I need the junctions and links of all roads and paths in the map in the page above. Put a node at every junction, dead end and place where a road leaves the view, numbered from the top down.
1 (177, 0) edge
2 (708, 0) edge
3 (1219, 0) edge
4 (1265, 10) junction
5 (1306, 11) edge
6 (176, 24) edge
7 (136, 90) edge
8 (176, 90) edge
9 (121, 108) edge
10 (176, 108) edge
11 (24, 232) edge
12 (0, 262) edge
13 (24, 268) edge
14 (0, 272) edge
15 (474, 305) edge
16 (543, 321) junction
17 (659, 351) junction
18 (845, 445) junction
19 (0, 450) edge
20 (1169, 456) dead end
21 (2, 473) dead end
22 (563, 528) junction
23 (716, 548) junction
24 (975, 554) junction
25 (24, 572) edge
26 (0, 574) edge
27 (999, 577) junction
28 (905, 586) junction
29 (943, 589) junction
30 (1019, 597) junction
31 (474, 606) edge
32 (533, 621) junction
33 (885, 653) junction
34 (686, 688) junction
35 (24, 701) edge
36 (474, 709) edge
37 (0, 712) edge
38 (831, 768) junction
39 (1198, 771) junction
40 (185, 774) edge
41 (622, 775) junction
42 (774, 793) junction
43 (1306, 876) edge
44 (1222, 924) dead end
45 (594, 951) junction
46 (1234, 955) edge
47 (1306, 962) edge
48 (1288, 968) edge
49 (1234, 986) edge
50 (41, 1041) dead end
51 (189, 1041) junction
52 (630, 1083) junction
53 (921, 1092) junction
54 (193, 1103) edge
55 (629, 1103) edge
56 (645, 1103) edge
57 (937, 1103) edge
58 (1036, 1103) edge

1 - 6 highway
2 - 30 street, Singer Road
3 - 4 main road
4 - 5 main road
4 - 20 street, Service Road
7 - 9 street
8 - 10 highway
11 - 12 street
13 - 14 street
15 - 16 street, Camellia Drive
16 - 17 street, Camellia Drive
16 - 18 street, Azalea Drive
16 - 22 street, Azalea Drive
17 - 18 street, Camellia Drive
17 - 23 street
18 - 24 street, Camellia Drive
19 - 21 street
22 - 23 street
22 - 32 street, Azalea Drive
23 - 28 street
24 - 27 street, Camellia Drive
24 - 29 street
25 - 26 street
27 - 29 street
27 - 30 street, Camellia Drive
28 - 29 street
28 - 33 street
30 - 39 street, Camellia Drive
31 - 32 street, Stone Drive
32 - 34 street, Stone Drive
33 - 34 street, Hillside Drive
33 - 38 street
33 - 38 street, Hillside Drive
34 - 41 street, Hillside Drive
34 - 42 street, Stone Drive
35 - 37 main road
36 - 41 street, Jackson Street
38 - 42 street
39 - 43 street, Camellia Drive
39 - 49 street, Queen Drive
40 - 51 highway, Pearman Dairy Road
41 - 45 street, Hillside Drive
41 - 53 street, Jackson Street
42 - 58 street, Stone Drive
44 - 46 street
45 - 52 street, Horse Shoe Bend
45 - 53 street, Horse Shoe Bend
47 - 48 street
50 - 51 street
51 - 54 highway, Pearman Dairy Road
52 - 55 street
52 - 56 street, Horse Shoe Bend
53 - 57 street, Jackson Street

**Work task**
Filter the listing above down to the lines that contain the word "Azalea".

**Exercise solution**
16 - 18 street, Azalea Drive
16 - 22 street, Azalea Drive
22 - 32 street, Azalea Drive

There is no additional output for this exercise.